Since I starting in IT I’ve spent 98% of my time on the software producing side of IT. I did development, design, architecture, switched back and forth a bit, but always in the area of building software. I was asked to take a role as technical implementation manager for an IT landscape consisting of 40+ systems and all kinds of integration adapters. Not really my cup of tea, but I took the challenge and hoped to learn a bit (although I was not sure what). The scope I had to deal with went from 1 system and it’s directly related systems, to 40+ systems that together form a whole chain with lots of interdependencies. Due to all these interdependencies it was impossible to upgrade just 1 system. Upgrading 1 system caused a snowball effect that required upgrades across the whole chain. Bad design, true, but a fact we could not change on the spot.

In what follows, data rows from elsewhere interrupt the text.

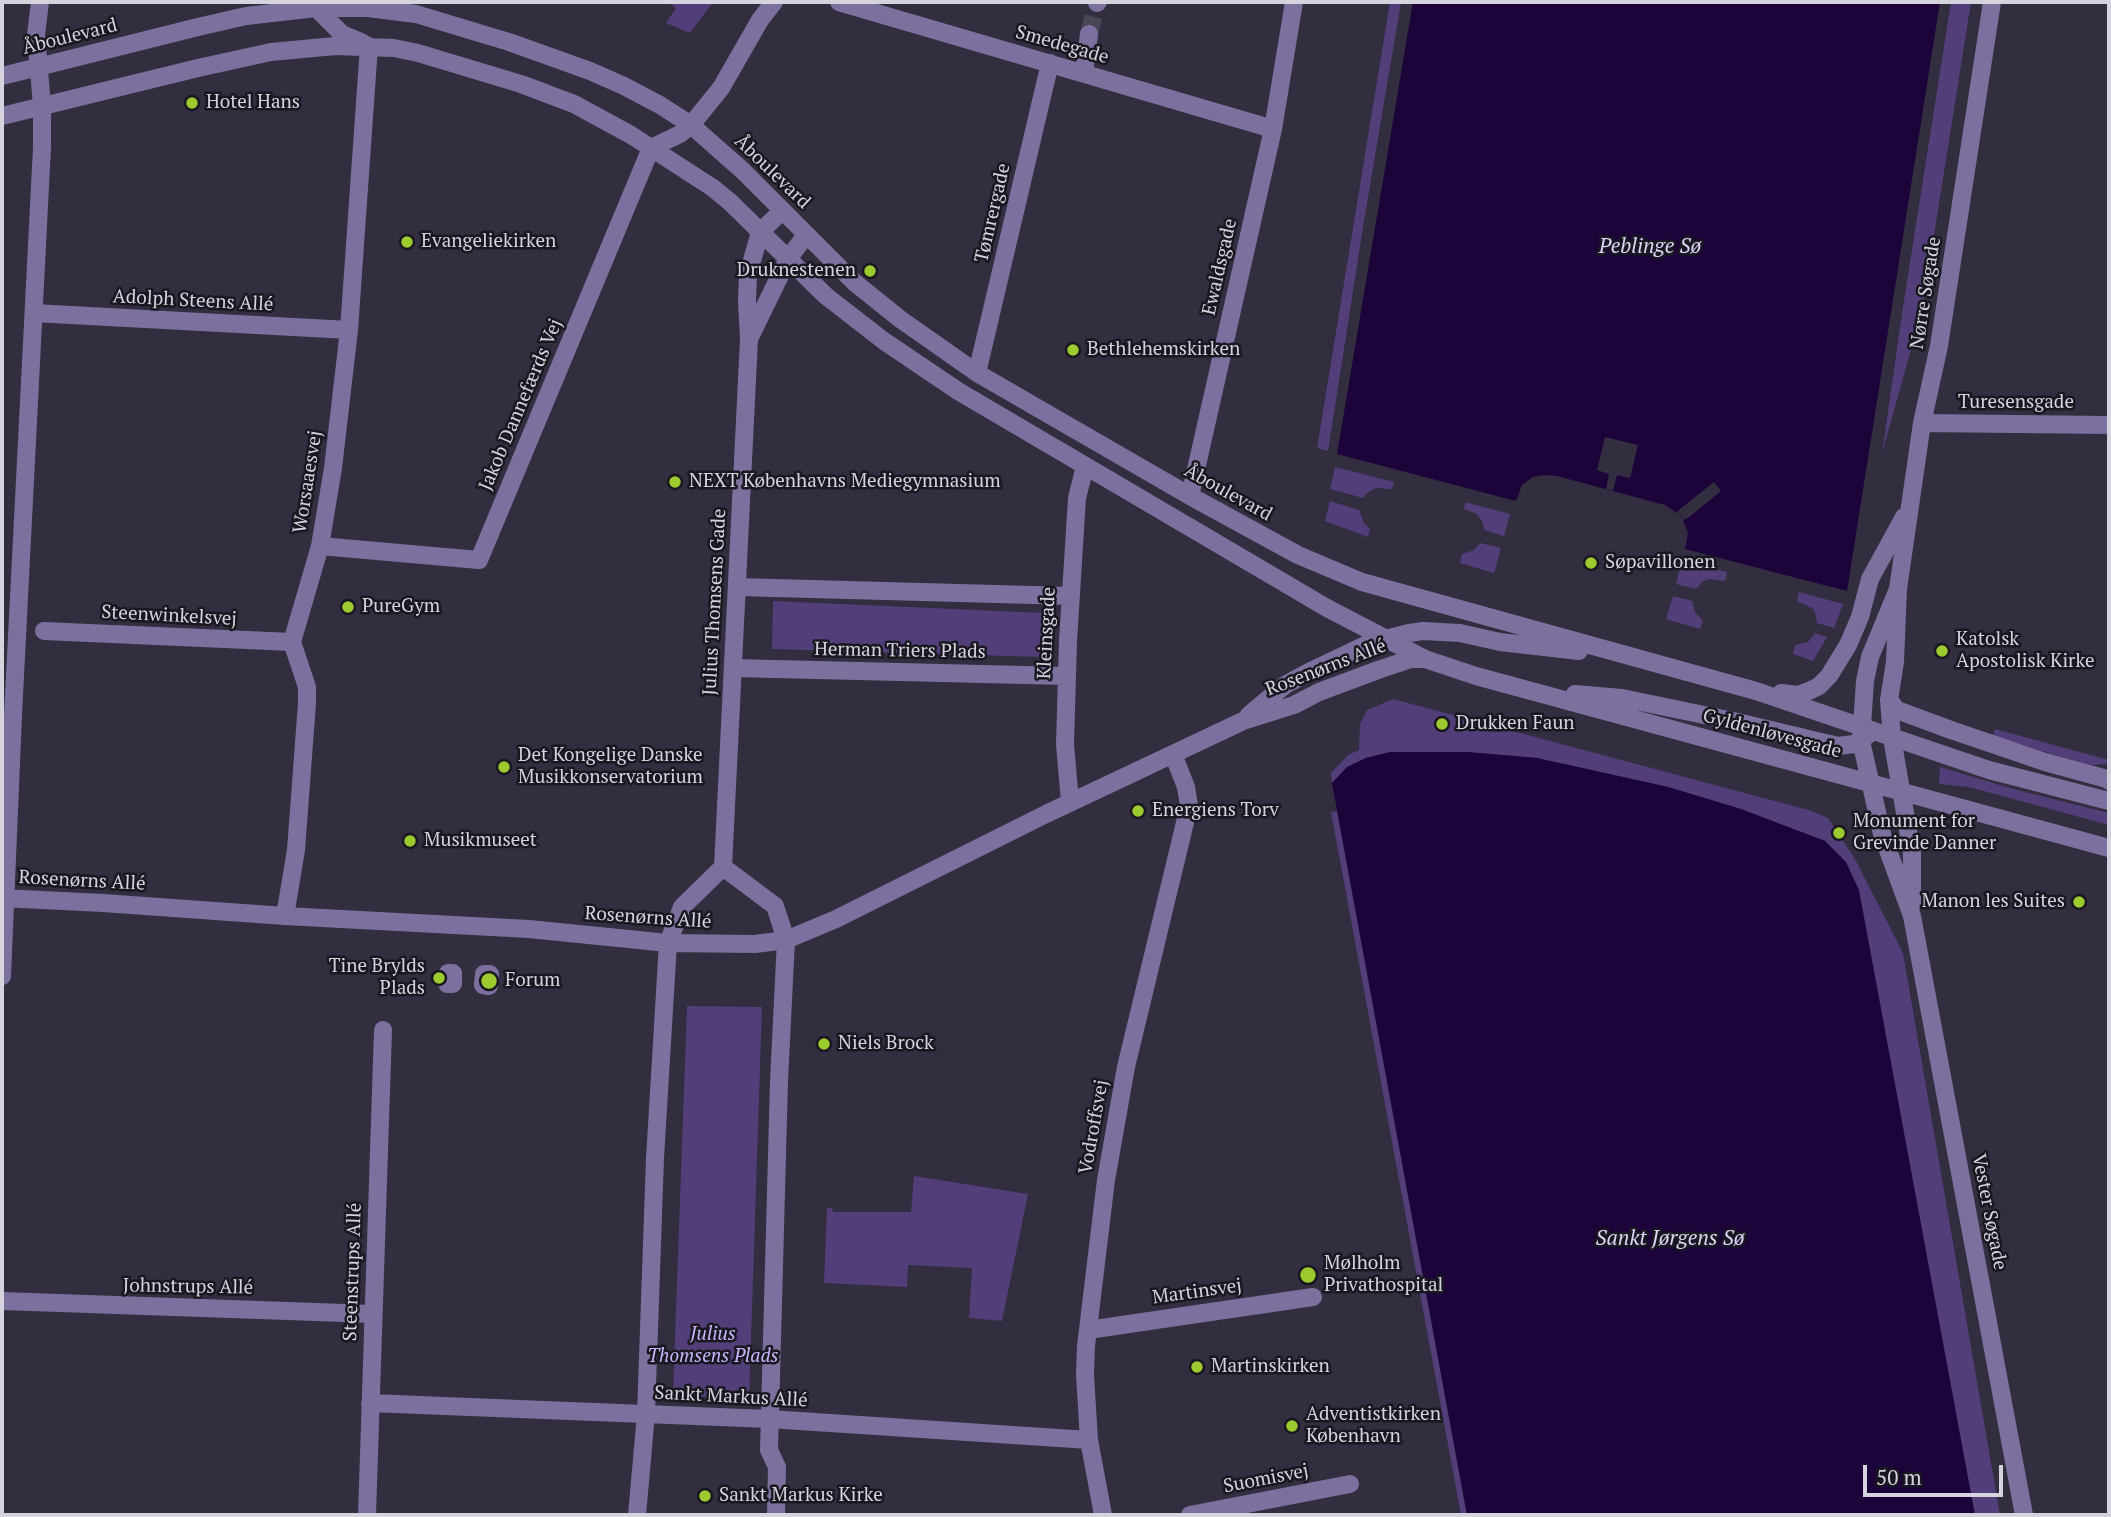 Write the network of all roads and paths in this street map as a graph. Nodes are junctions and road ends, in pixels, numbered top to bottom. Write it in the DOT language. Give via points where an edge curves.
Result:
graph roads {
  1 [pos="40,2"];
  2 [pos="774,2"];
  3 [pos="839,2"];
  4 [pos="1294,2"];
  5 [pos="1992,2"];
  6 [pos="313,5"];
  7 [pos="1089,34"];
  8 [pos="369,46"];
  9 [pos="1050,63"];
  10 [pos="39,66"];
  11 [pos="1084,73"];
  12 [pos="2,76"];
  13 [pos="42,106"];
  14 [pos="2,116"];
  15 [pos="685,129"];
  16 [pos="1273,129"];
  17 [pos="651,148"];
  18 [pos="782,211"];
  19 [pos="760,232"];
  20 [pos="806,235"];
  21 [pos="788,259"];
  22 [pos="34,313"];
  23 [pos="349,330"];
  24 [pos="749,339"];
  25 [pos="977,373"];
  26 [pos="1922,423"];
  27 [pos="2109,425"];
  28 [pos="1085,466"];
  29 [pos="1189,496"];
  30 [pos="1910,506"];
  31 [pos="320,546"];
  32 [pos="737,587"];
  33 [pos="1898,589"];
  34 [pos="1070,596"];
  35 [pos="1442,605"];
  36 [pos="10,628"];
  37 [pos="44,631"];
  38 [pos="1384,639"];
  39 [pos="292,642"];
  40 [pos="1634,657"];
  41 [pos="1425,659"];
  42 [pos="733,668"];
  43 [pos="1066,676"];
  44 [pos="1530,691"];
  45 [pos="1756,691"];
  46 [pos="1889,700"];
  47 [pos="1243,721"];
  48 [pos="1865,733"];
  49 [pos="1892,738"];
  50 [pos="1173,754"];
  51 [pos="2109,781"];
  52 [pos="1869,783"];
  53 [pos="1901,792"];
  54 [pos="2109,801"];
  55 [pos="1070,802"];
  56 [pos="2109,848"];
  57 [pos="723,867"];
  58 [pos="4,898"];
  59 [pos="285,916"];
  60 [pos="1912,916"];
  61 [pos="786,940"];
  62 [pos="668,943"];
  63 [pos="2,976"];
  64 [pos="383,1030"];
  65 [pos="1313,1297"];
  66 [pos="2,1301"];
  67 [pos="373,1314"];
  68 [pos="1088,1330"];
  69 [pos="370,1404"];
  70 [pos="646,1414"];
  71 [pos="769,1419"];
  72 [pos="1089,1440"];
  73 [pos="1350,1483"];
  74 [pos="367,1515"];
  75 [pos="637,1515"];
  76 [pos="776,1515"];
  77 [pos="1102,1515"];
  78 [pos="1189,1515"];
  79 [pos="2024,1515"];
  1 -- 10 [label="street"];
  2 -- 15 [label="street" via="721,88"];
  3 -- 9 [label="street, Smedegade"];
  4 -- 16 [label="street, Ewaldsgade"];
  5 -- 26 [label="street, Nørre Søgade" via="1939,346"];
  6 -- 8 [label="street" via="342,34"];
  6 -- 10 [label="street, Åboulevard" via="246,16"];
  6 -- 15 [label="street, Åboulevard" via="416,14 509,42 624,86 660,105"];
  7 -- 11 [label="street"];
  8 -- 13 [label="street" via="271,52"];
  8 -- 17 [label="street" via="418,53 521,84 574,104"];
  8 -- 23 [label="street, Worsaaesvej"];
  9 -- 11 [label="street, Smedegade"];
  9 -- 25 [label="street, Tømrergade"];
  10 -- 12 [label="street, Åboulevard"];
  10 -- 13 [label="street"];
  11 -- 16 [label="street, Smedegade"];
  13 -- 14 [label="street"];
  13 -- 22 [label="street"];
  15 -- 17 [label="street"];
  15 -- 18 [label="street, Åboulevard" via="743,170"];
  16 -- 29 [label="street, Ewaldsgade"];
  17 -- 19 [label="street" via="713,188"];
  17 -- 31 [label="street, Jakob Dannefærds Vej" via="479,560"];
  18 -- 19 [label="street"];
  18 -- 20 [label="street, Åboulevard"];
  19 -- 21 [label="street"];
  19 -- 24 [label="street, Julius Thomsens Gade" via="748,275"];
  20 -- 21 [label="street, Julius Thomsens Gade"];
  20 -- 25 [label="street, Åboulevard" via="881,304"];
  21 -- 24 [label="street, Julius Thomsens Gade"];
  21 -- 28 [label="street" via="856,320 917,364"];
  22 -- 23 [label="street, Adolph Steens Allé"];
  22 -- 36 [label="street"];
  23 -- 31 [label="street, Worsaaesvej"];
  24 -- 32 [label="street, Julius Thomsens Gade"];
  25 -- 29 [label="street, Åboulevard"];
  26 -- 27 [label="street, Turesensgade"];
  26 -- 30 [label="street, Nørre Søgade"];
  28 -- 34 [label="street, Kleinsgade" via="1077,498"];
  28 -- 38 [label="street"];
  29 -- 35 [label="street, Åboulevard" via="1341,574"];
  30 -- 33 [label="street, Nørre Søgade"];
  30 -- 45 [label="street" via="1870,579 1860,617 1829,676 1798,695"];
  31 -- 39 [label="street, Worsaaesvej"];
  32 -- 34 [label="street"];
  32 -- 42 [label="street, Julius Thomsens Gade"];
  33 -- 46 [label="street, Nørre Søgade"];
  33 -- 48 [label="street, Nørre Søgade" via="1864,681"];
  34 -- 43 [label="street, Kleinsgade"];
  35 -- 40 [label="street, Gyldenløvesgade"];
  36 -- 58 [label="street" via="13,715"];
  37 -- 39 [label="street, Steenwinkelsvej"];
  38 -- 40 [label="street, Rosenørns Allé" via="1441,631"];
  38 -- 41 [label="street, Gyldenløvesgade"];
  38 -- 47 [label="street, Rosenørns Allé" via="1285,685"];
  39 -- 59 [label="street" via="307,687 307,703 296,850"];
  40 -- 45 [label="street, Gyldenløvesgade"];
  41 -- 44 [label="street, Gyldenløvesgade"];
  41 -- 47 [label="street, Rosenørns Allé" via="1378,670"];
  42 -- 43 [label="street, Herman Triers Plads"];
  42 -- 57 [label="street, Julius Thomsens Gade"];
  43 -- 55 [label="street, Kleinsgade"];
  44 -- 48 [label="street" via="1622,698 1838,746"];
  44 -- 52 [label="street, Gyldenløvesgade"];
  45 -- 48 [label="street, Gyldenløvesgade"];
  46 -- 48 [label="street"];
  46 -- 49 [label="street, Nørre Søgade"];
  46 -- 51 [label="street" via="1897,710"];
  47 -- 50 [label="street, Rosenørns Allé"];
  48 -- 49 [label="street, Gyldenløvesgade"];
  48 -- 52 [label="street, Nørre Søgade"];
  49 -- 53 [label="street, Nørre Søgade"];
  49 -- 54 [label="street, Gyldenløvesgade"];
  50 -- 55 [label="street, Rosenørns Allé"];
  50 -- 68 [label="street, Vodroffsvej" via="1189,806 1126,1067"];
  52 -- 53 [label="street, Gyldenløvesgade"];
  52 -- 60 [label="street, Vester Søgade" via="1887,852"];
  53 -- 56 [label="street, Gyldenløvesgade"];
  53 -- 60 [label="street, Vester Søgade" via="1912,853"];
  55 -- 61 [label="street, Rosenørns Allé" via="860,908"];
  57 -- 61 [label="street" via="775,906"];
  57 -- 62 [label="street" via="682,908"];
  58 -- 59 [label="street, Rosenørns Allé"];
  58 -- 63 [label="street"];
  59 -- 62 [label="street, Rosenørns Allé" via="529,929"];
  60 -- 79 [label="street, Vester Søgade"];
  61 -- 62 [label="street, Rosenørns Allé"];
  61 -- 71 [label="street"];
  62 -- 70 [label="street"];
  64 -- 67 [label="street, Steenstrups Allé"];
  65 -- 68 [label="street, Martinsvej"];
  66 -- 67 [label="street, Johnstrups Allé"];
  67 -- 69 [label="street, Steenstrups Allé"];
  68 -- 72 [label="street, Vodroffsvej"];
  69 -- 70 [label="street, Sankt Markus Allé"];
  69 -- 74 [label="street, Steenstrups Allé"];
  70 -- 71 [label="street, Sankt Markus Allé"];
  70 -- 75 [label="street"];
  71 -- 72 [label="street, Sankt Markus Allé"];
  71 -- 76 [label="street" via="769,1450 777,1467"];
  72 -- 77 [label="street, Vodroffsvej"];
  73 -- 78 [label="street, Suomisvej"];
}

The main target of the implementation manager is to ensure that systems are taking into production in a reliable and predictable way without causing unplanned downtime of the chain. With 10s of systems to be updated in one go, that is not an trivial task. The last go-live of the chain had been a disaster and took weeks to get it “sort of” working. That’s most likely the reason why people offered their condolences when I took the role, there was no way we were going to be successful… The upside of this was that it was easy to do better than last time. To increase the pain of failure, at the time of the failed go-live there were hardly any end customers using the chain, however, when we’d go live there would be lots of end customers using the chain. So, failure was not an option.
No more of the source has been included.